What went wrong with Civilization 4?

While I think it is one of the best games ever, it's not perfect. I'm interested what people think the problems with the core ruleset of the game are (rather than implementation problems like bad optimisation, barbarian galleys appearing every three turns, unbalanced starts, UI or AI problems).

From my point of view things I don't like as much are:

Clearly superior strategies at the start, such as going for agriculture/animal husbandry/mining/bronze working being a better bet than hunting/fishing/mysticism the vast majority of the time. Or worker first apart from occasional seafood starts when it is often still marginal.

It might be interesting if slavery and the ability to chop/reveal copper were on different tech paths so you had to choose one over the other.

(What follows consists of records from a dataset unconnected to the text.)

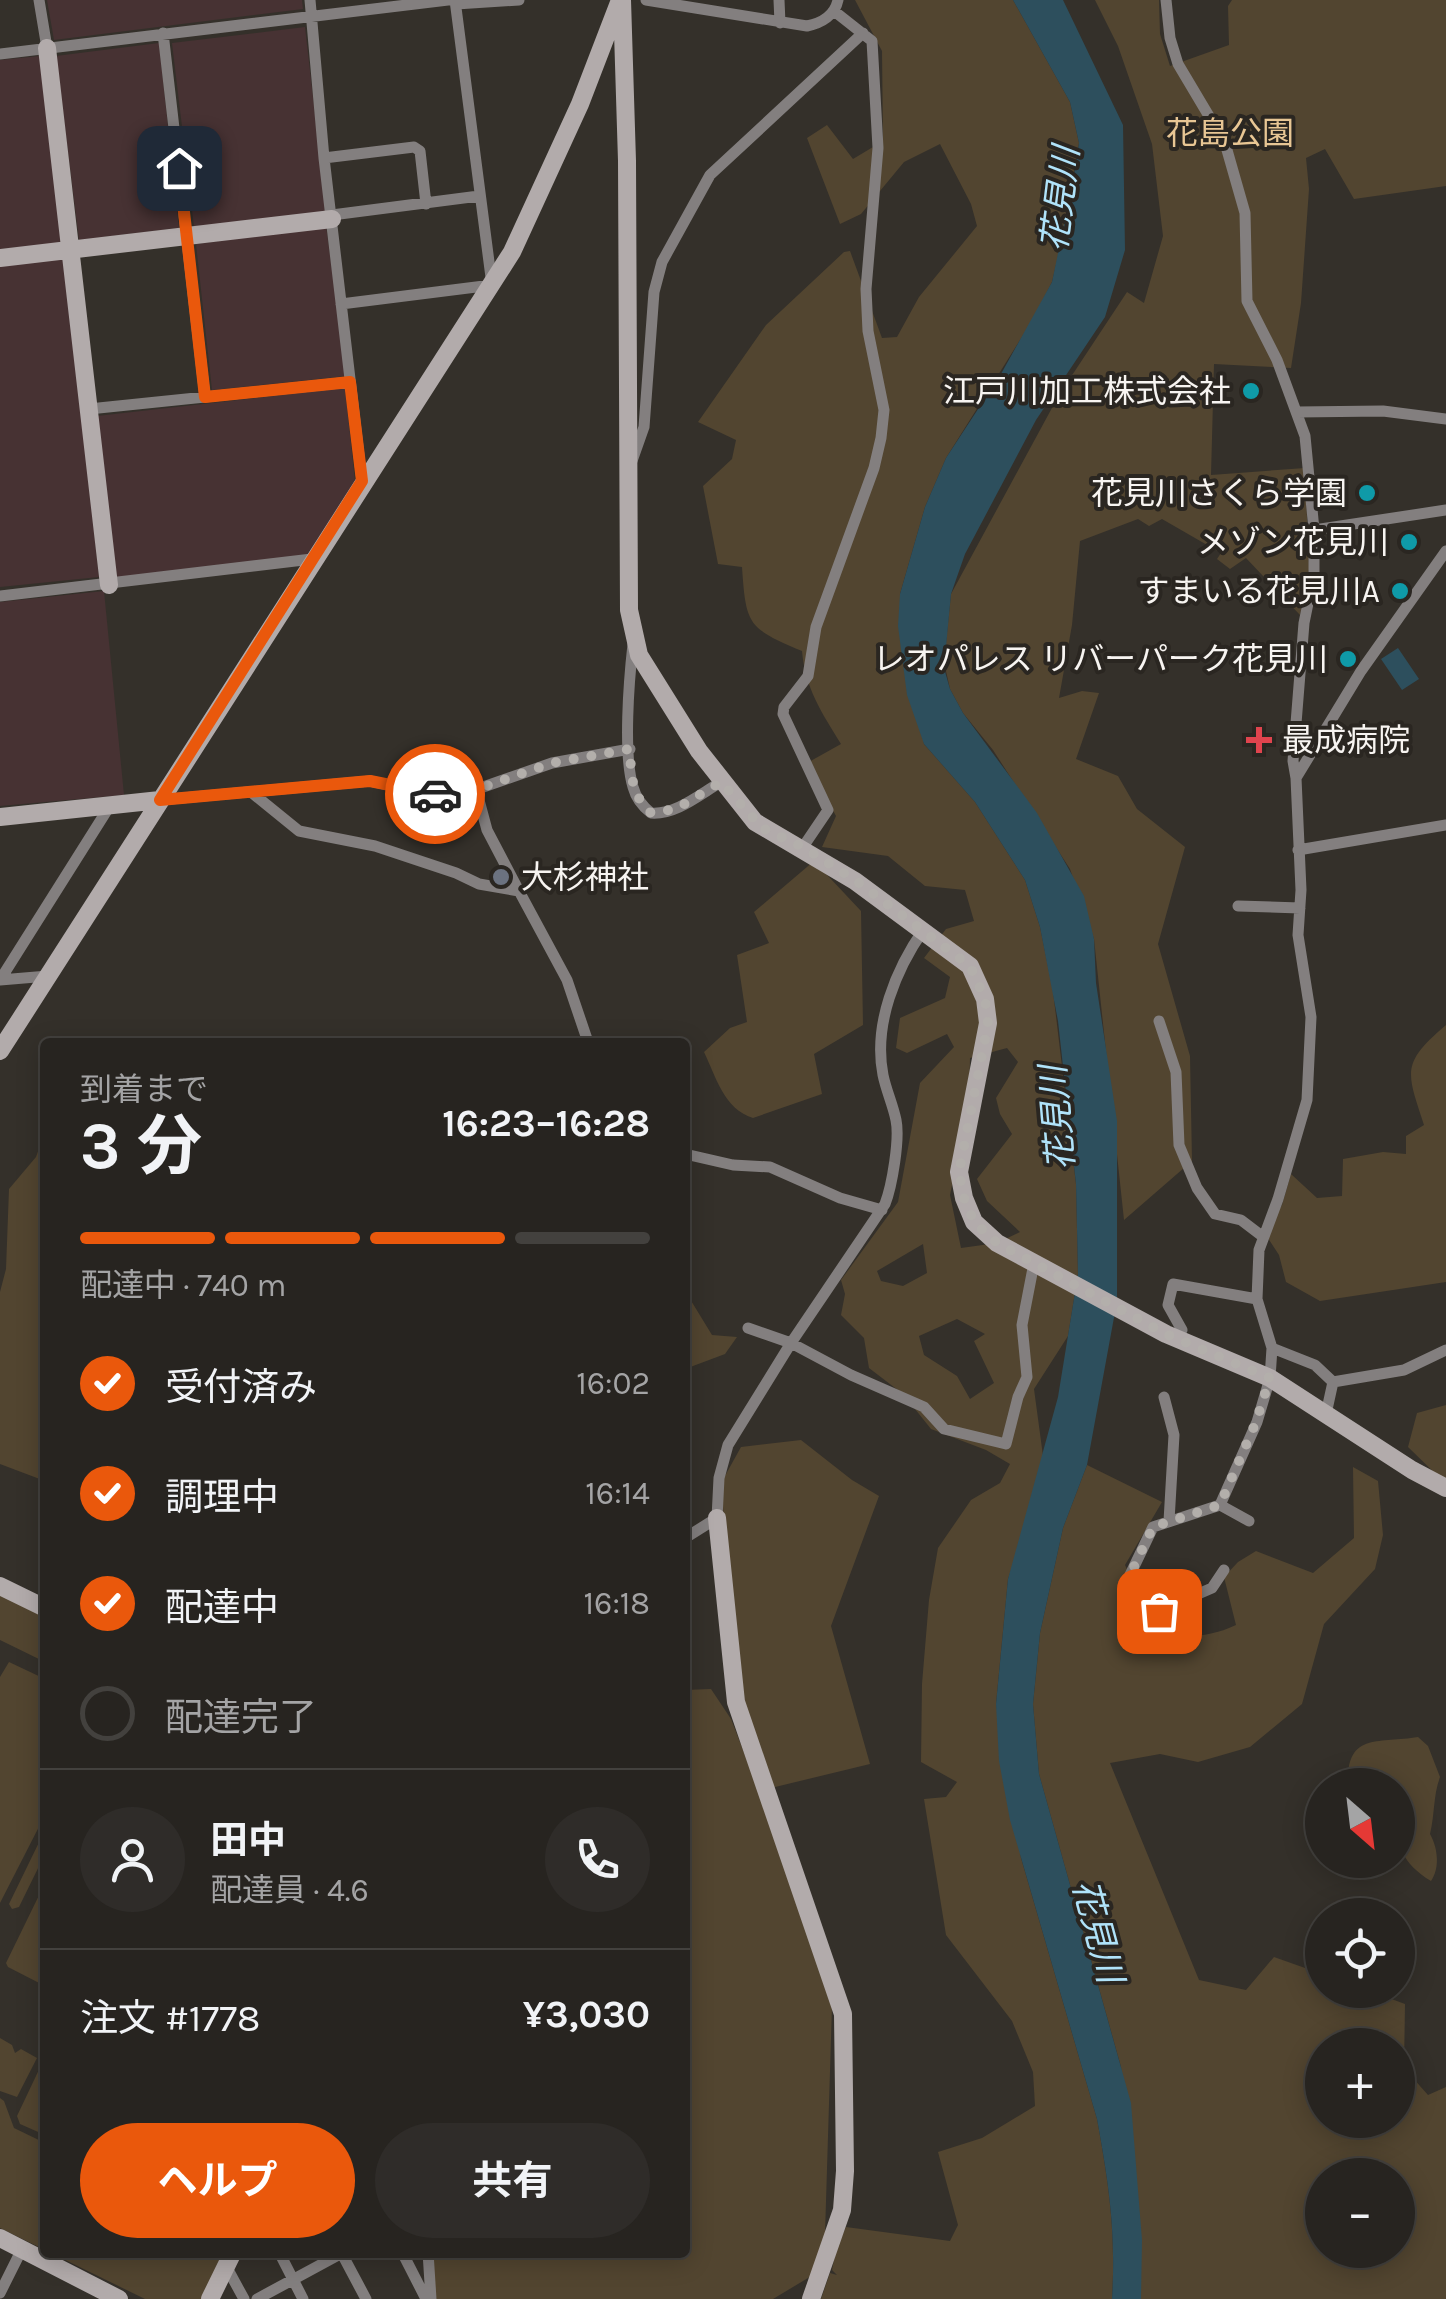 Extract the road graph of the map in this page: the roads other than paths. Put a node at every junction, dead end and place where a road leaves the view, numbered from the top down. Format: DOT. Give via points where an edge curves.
graph roads {
  1 [pos="40,0"];
  2 [pos="310,0"];
  3 [pos="519,0"];
  4 [pos="621,0"];
  5 [pos="646,0"];
  6 [pos="778,0"];
  7 [pos="1166,0"];
  8 [pos="453,2"];
  9 [pos="836,5"];
  10 [pos="312,14"];
  11 [pos="780,23"];
  12 [pos="163,33"];
  13 [pos="863,34"];
  14 [pos="47,48"];
  15 [pos="0,54"];
  16 [pos="324,158"];
  17 [pos="480,196"];
  18 [pos="426,204"];
  19 [pos="332,217"];
  20 [pos="187,236"];
  21 [pos="70,250"];
  22 [pos="0,258"];
  23 [pos="492,285"];
  24 [pos="342,304"];
  25 [pos="350,382"];
  26 [pos="205,397"];
  27 [pos="89,409"];
  28 [pos="1297,412"];
  29 [pos="1446,419"];
  30 [pos="630,464"];
  31 [pos="362,481"];
  32 [pos="1446,510"];
  33 [pos="1314,530"];
  34 [pos="1446,551"];
  35 [pos="312,559"];
  36 [pos="109,585"];
  37 [pos="0,596"];
  38 [pos="634,640"];
  39 [pos="630,749"];
  40 [pos="1296,778"];
  41 [pos="721,782"];
  42 [pos="476,789"];
  43 [pos="251,792"];
  44 [pos="160,800"];
  45 [pos="112,804"];
  46 [pos="0,817"];
  47 [pos="1446,825"];
  48 [pos="803,847"];
  49 [pos="1298,850"];
  50 [pos="519,891"];
  51 [pos="1238,906"];
  52 [pos="1300,908"];
  53 [pos="924,929"];
  54 [pos="48,976"];
  55 [pos="0,980"];
  56 [pos="1159,1021"];
  57 [pos="587,1038"];
  58 [pos="0,1051"];
  59 [pos="690,1155"];
  60 [pos="882,1210"];
  61 [pos="1262,1236"];
  62 [pos="1039,1266"];
  63 [pos="1257,1298"];
  64 [pos="748,1328"];
  65 [pos="1174,1332"];
  66 [pos="791,1343"];
  67 [pos="1272,1348"];
  68 [pos="1446,1350"];
  69 [pos="1270,1378"];
  70 [pos="1333,1382"];
  71 [pos="1164,1397"];
  72 [pos="1326,1414"];
  73 [pos="1446,1488"];
  74 [pos="1220,1505"];
  75 [pos="717,1518"];
  76 [pos="1169,1520"];
  77 [pos="1249,1521"];
  78 [pos="690,1535"];
  79 [pos="1224,1570"];
  80 [pos="0,1586"];
  81 [pos="40,1606"];
  82 [pos="0,2238"];
  83 [pos="22,2249"];
  84 [pos="282,2258"];
  85 [pos="333,2258"];
  86 [pos="345,2258"];
  87 [pos="405,2258"];
  88 [pos="428,2258"];
  89 [pos="229,2259"];
  90 [pos="293,2280"];
  91 [pos="0,2293"];
  92 [pos="119,2299"];
  93 [pos="210,2299"];
  94 [pos="244,2299"];
  95 [pos="257,2299"];
  96 [pos="303,2299"];
  97 [pos="366,2299"];
  98 [pos="428,2299"];
  99 [pos="811,2299"];
  1 -- 14 [label="street"];
  2 -- 10 [label="street"];
  3 -- 8 [label="street"];
  4 -- 23 [label="street" via="527,225"];
  4 -- 30 [label="street"];
  5 -- 11 [label="street"];
  6 -- 11 [label="street"];
  7 -- 28 [label="street" via="1178,64 1225,143 1246,213 1247,302"];
  8 -- 10 [label="street"];
  8 -- 17 [label="street"];
  9 -- 11 [label="street" via="816,24"];
  9 -- 13 [label="street"];
  10 -- 12 [label="street"];
  10 -- 16 [label="street"];
  12 -- 14 [label="street"];
  12 -- 20 [label="street"];
  13 -- 30 [label="street" via="710,174 662,262 644,427"];
  13 -- 48 [label="street" via="872,41 878,148 868,331 884,410 874,468 816,627 808,676 784,707 828,810"];
  14 -- 15 [label="street"];
  14 -- 21 [label="street"];
  16 -- 18 [label="street" via="414,147 420,151"];
  16 -- 19 [label="street"];
  17 -- 18 [label="street"];
  17 -- 23 [label="street"];
  18 -- 19 [label="street"];
  19 -- 20 [label="street"];
  19 -- 24 [label="street"];
  20 -- 21 [label="street"];
  20 -- 26 [label="street"];
  21 -- 22 [label="street"];
  21 -- 27 [label="street"];
  23 -- 24 [label="street"];
  23 -- 31 [label="street"];
  24 -- 25 [label="street"];
  25 -- 26 [label="street"];
  25 -- 31 [label="street"];
  26 -- 27 [label="street"];
  27 -- 36 [label="street"];
  28 -- 29 [label="street" via="1383,410"];
  28 -- 33 [label="street"];
  30 -- 38 [label="street"];
  31 -- 35 [label="street"];
  32 -- 33 [label="street"];
  33 -- 40 [label="street"];
  34 -- 40 [label="street"];
  35 -- 36 [label="street"];
  35 -- 44 [label="street"];
  36 -- 37 [label="street"];
  38 -- 39 [label="street"];
  38 -- 41 [label="street"];
  39 -- 41 [label="street" via="632,783 651,813 676,809"];
  39 -- 42 [label="street" via="552,763"];
  40 -- 49 [label="street"];
  41 -- 48 [label="street" via="755,822"];
  42 -- 43 [label="street" via="431,794 370,781"];
  42 -- 50 [label="street" via="487,830"];
  43 -- 44 [label="street"];
  43 -- 50 [label="street" via="299,831 375,846 479,884"];
  44 -- 45 [label="street"];
  44 -- 54 [label="street"];
  45 -- 46 [label="street"];
  45 -- 55 [label="street"];
  47 -- 49 [label="street"];
  48 -- 53 [label="street"];
  49 -- 52 [label="street"];
  50 -- 57 [label="street" via="566,980"];
  51 -- 52 [label="street"];
  52 -- 61 [label="street" via="1312,1016 1306,1100"];
  53 -- 60 [label="street" via="903,959 882,1026 883,1074 898,1124"];
  53 -- 62 [label="street" via="970,966 987,1012 959,1172 964,1198 974,1222 997,1243"];
  54 -- 55 [label="street"];
  54 -- 58 [label="street"];
  56 -- 61 [label="street" via="1176,1072 1179,1145 1198,1188 1215,1214 1241,1220"];
  59 -- 60 [label="street" via="770,1167"];
  60 -- 66 [label="street"];
  61 -- 63 [label="street"];
  62 -- 65 [label="street"];
  62 -- 66 [label="street" via="1022,1324 1027,1377 1006,1444 944,1430 924,1407"];
  63 -- 65 [label="street" via="1173,1284 1168,1305"];
  63 -- 67 [label="street"];
  64 -- 66 [label="street"];
  65 -- 69 [label="street"];
  66 -- 75 [label="street" via="728,1445"];
  67 -- 69 [label="street"];
  67 -- 70 [label="street"];
  68 -- 70 [label="street" via="1404,1370"];
  69 -- 72 [label="street"];
  69 -- 74 [label="street"];
  70 -- 72 [label="street"];
  71 -- 76 [label="street" via="1174,1435"];
  72 -- 73 [label="street"];
  74 -- 76 [label="street"];
  74 -- 77 [label="street"];
  75 -- 78 [label="street"];
  75 -- 99 [label="street" via="736,1702 843,2014 842,2210"];
  76 -- 79 [label="street" via="1153,1527 1130,1575 1159,1611 1212,1588"];
  80 -- 81 [label="street"];
  82 -- 83 [label="street"];
  83 -- 91 [label="street"];
  83 -- 92 [label="street"];
  84 -- 90 [label="street"];
  85 -- 90 [label="street"];
  86 -- 97 [label="street"];
  87 -- 98 [label="street"];
  88 -- 98 [label="street"];
  89 -- 93 [label="street"];
  89 -- 94 [label="street"];
  90 -- 95 [label="street"];
  90 -- 96 [label="street"];
} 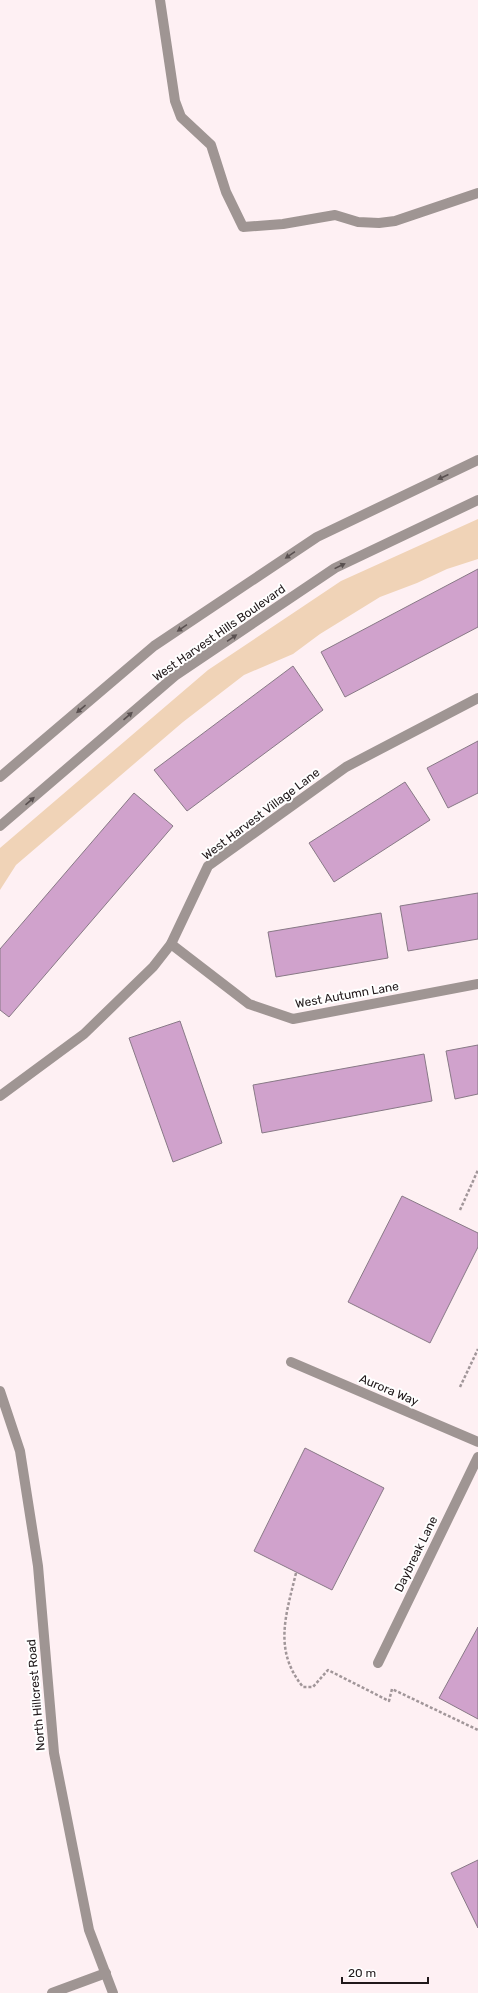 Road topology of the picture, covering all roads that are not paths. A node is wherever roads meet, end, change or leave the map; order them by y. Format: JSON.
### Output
{"nodes":[{"id":1,"x":160,"y":0,"type":"edge"},
{"id":2,"x":478,"y":193,"type":"edge"},
{"id":3,"x":478,"y":460,"type":"edge"},
{"id":4,"x":478,"y":500,"type":"edge"},
{"id":5,"x":478,"y":698,"type":"edge"},
{"id":6,"x":0,"y":778,"type":"edge"},
{"id":7,"x":0,"y":826,"type":"edge"},
{"id":8,"x":171,"y":944,"type":"junction"},
{"id":9,"x":478,"y":984,"type":"edge"},
{"id":10,"x":0,"y":1096,"type":"edge"},
{"id":11,"x":291,"y":1362,"type":"dead end"},
{"id":12,"x":0,"y":1391,"type":"edge"},
{"id":13,"x":478,"y":1442,"type":"edge"},
{"id":14,"x":478,"y":1457,"type":"edge"},
{"id":15,"x":378,"y":1663,"type":"dead end"},
{"id":16,"x":106,"y":1973,"type":"junction"},
{"id":17,"x":52,"y":1993,"type":"edge"},
{"id":18,"x":113,"y":1993,"type":"edge"}],
"edges":[{"from":1,"to":2,"type":"street"},
{"from":3,"to":6,"type":"street","name":"West Harvest Hills Boulevard","one_way":true},
{"from":7,"to":4,"type":"street","name":"West Harvest Hills Boulevard","one_way":true},
{"from":5,"to":8,"type":"street","name":"West Harvest Village Lane"},
{"from":8,"to":9,"type":"street","name":"West Autumn Lane"},
{"from":8,"to":10,"type":"street","name":"West Harvest Village Lane"},
{"from":11,"to":13,"type":"street","name":"Aurora Way"},
{"from":12,"to":16,"type":"street","name":"North Hillcrest Road"},
{"from":14,"to":15,"type":"street","name":"Daybreak Lane"},
{"from":16,"to":17,"type":"street"},
{"from":16,"to":18,"type":"street","name":"North Hillcrest Road"}]} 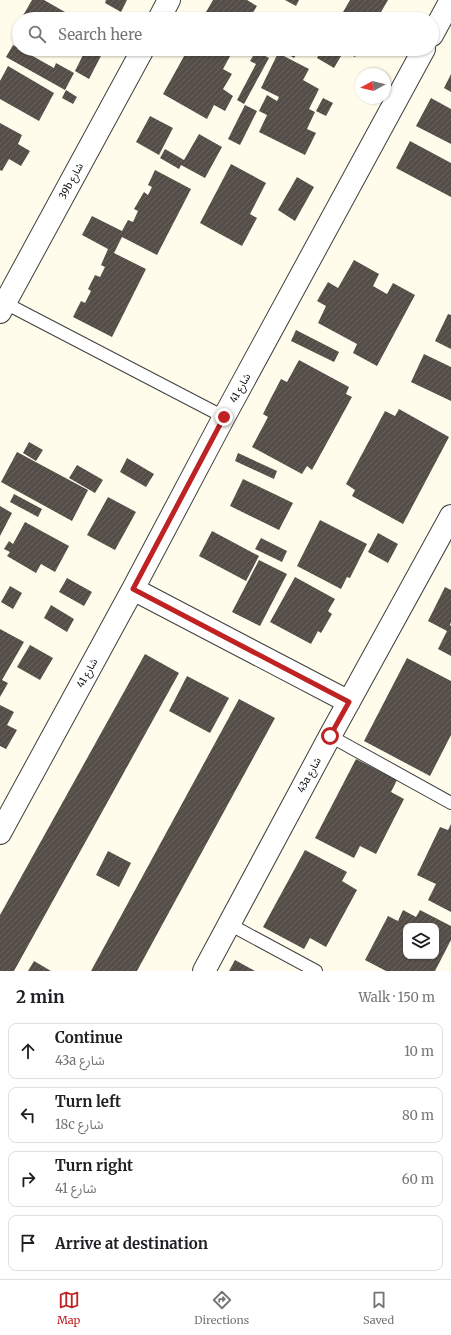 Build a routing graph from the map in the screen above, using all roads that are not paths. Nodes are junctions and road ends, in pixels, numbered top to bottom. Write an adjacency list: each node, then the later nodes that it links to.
1 (170, 0): 3 (street)
2 (451, 0): 4 (street)
3 (163, 12)
4 (439, 22)
5 (139, 56): 7 (street, 39b شارع)
6 (420, 56): 8 (street, شارع 41)
7 (3, 308): 8 (lane)
8 (224, 417): 11 (street, شارع 41)
9 (451, 516): 10 (street, 43a شارع)
10 (445, 540): 12 (street, 43a شارع)
11 (133, 589): 12 (street); 15 (street, شارع 41)
12 (349, 702): 13 (street, 43a شارع)
13 (330, 736): 14 (lane); 16 (street, 43a شارع)
14 (451, 803)
15 (0, 833)
16 (229, 924): 17 (street, 43a شارع); 18 (lane)
17 (204, 971)
18 (316, 971)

It is again an implementation problem for several techs. Take Hunting as a prime example. Hunting isn't that bad by itself. It unlocks a nice food plot, that is the deers and a correct early source of commerce, the furs. The problem lies in mapscripts and that is a bad implementation because most maps have their deer and fur sources at the tundra. Seriously, hunting-gathering happenened in every part of the world in the neolithic, not just in the most northern parts. Quite often,on most regular mapscripts, a player won't be pleased by the sight of either fur or deer because they are a strong indicator of a very northern starting location or very southern one near the tundra or ice regions. Several mapscripts make Hunting a nice tech like Arboria, rainforest, boreal, etc. It is just that all you have seen until now is the typical pangaea, fractal, continents, etc. Those are putting hunting resources at the worst place.

Also, a nice feature I have found in a fan made mod called PAE is the ability to put hunting camps, farms (mostly) and other improvements on every tiles. Of course, the increase of the respective output is not as strong as it was put on a bonus, but that shows if that was possible on regular BTS, hunting would be an interesting option. Think about putting hunting camps on forests for instance. THAT would be an interesting alternative to hills.

The big problem with fishing is the workboat. What unnerves people is the strictly hammer cost and then especially the consumption of the unit once improving the tile. If the workboat was just like the worker, that is somehow eternal and just putting improvement for free of cost, that would certainly change the balance.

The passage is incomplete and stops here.